THE PROBLEM: Wherever a line in the records contains the word "above", return that line.

**** PROVIDED ENTRIES

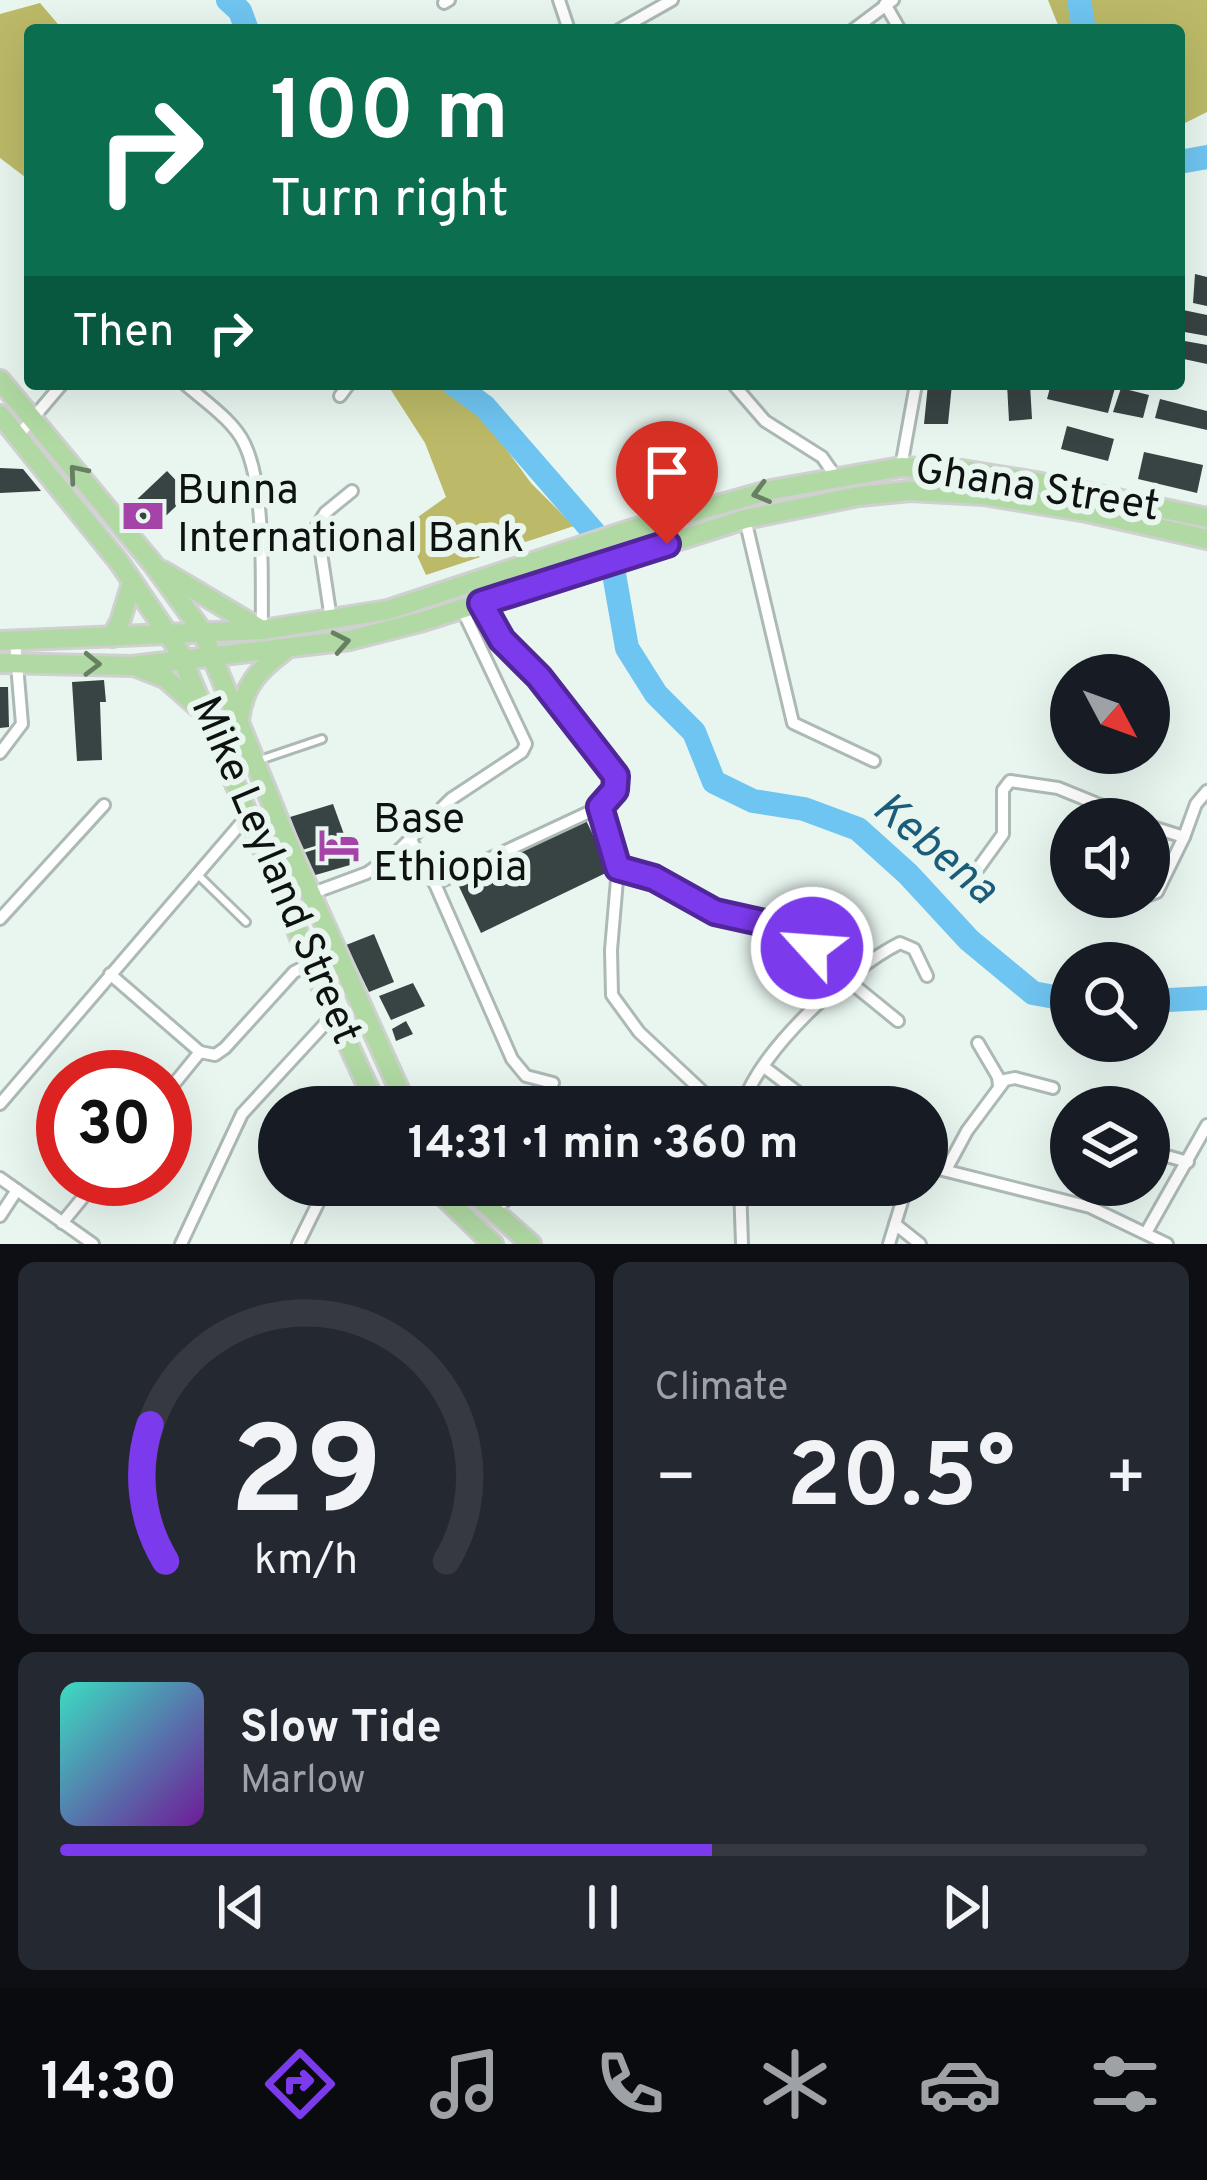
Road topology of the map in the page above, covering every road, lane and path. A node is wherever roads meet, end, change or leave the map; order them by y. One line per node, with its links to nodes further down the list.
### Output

********
**** PROVIDED ENTRIES

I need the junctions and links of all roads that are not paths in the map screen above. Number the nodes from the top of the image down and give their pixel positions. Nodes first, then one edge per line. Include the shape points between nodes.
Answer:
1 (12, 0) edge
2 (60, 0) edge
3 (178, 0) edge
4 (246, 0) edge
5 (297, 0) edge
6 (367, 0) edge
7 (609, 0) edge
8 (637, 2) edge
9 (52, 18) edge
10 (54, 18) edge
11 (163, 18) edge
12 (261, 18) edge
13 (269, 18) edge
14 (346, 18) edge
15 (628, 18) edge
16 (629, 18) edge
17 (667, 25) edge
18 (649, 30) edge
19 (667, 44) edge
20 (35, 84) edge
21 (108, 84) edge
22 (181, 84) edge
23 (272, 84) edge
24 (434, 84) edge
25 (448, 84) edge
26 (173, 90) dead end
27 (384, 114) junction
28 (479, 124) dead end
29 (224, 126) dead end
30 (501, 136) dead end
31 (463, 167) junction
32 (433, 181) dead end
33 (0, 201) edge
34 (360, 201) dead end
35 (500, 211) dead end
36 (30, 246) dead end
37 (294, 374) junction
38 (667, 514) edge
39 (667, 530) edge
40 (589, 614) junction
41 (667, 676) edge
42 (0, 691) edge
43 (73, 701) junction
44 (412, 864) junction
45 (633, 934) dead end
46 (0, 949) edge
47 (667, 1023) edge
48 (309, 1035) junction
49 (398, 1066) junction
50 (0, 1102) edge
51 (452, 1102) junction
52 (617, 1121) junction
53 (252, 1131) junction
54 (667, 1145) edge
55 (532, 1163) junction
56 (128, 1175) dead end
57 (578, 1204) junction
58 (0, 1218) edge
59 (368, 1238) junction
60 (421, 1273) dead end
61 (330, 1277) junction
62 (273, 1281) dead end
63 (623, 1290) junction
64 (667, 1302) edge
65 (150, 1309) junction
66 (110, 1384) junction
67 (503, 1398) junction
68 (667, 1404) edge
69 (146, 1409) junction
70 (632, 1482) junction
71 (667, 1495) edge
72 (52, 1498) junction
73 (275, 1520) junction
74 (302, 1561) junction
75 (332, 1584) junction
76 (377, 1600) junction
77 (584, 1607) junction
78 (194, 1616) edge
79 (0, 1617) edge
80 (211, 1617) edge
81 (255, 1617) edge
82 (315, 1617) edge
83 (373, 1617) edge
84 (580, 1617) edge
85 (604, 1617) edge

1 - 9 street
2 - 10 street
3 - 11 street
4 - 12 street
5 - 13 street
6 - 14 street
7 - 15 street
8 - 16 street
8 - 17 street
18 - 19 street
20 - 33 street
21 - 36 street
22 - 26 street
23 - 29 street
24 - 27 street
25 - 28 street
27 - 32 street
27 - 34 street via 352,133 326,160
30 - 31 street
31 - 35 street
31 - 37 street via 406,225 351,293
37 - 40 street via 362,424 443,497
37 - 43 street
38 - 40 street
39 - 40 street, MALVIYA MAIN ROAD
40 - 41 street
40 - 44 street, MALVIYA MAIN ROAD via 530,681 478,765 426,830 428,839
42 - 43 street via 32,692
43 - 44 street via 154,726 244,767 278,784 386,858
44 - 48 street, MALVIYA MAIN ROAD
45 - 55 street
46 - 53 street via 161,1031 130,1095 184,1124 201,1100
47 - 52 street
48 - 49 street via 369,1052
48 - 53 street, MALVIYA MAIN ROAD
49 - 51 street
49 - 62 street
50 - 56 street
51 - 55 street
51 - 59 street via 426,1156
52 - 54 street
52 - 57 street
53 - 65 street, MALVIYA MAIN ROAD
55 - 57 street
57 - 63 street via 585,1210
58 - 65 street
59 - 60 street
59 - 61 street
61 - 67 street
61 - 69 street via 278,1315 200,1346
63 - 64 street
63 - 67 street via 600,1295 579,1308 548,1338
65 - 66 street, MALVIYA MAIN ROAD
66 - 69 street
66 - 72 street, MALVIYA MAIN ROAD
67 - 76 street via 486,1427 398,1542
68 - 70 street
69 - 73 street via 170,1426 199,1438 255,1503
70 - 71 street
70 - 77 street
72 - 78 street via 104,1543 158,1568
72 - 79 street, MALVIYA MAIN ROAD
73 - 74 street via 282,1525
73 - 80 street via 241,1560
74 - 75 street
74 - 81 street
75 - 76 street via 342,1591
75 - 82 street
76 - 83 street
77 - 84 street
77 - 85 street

********

SOLUTION FOR THIS PROBLEM:
Road topology of the map in the page above, covering every road, lane and path. A node is wherever roads meet, end, change or leave the map; order them by y. One line per node, with its links to nodes further down the list.
I need the junctions and links of all roads that are not paths in the map screen above. Number the nodes from the top of the image down and give their pixel positions. Nodes first, then one edge per line. Include the shape points between nodes.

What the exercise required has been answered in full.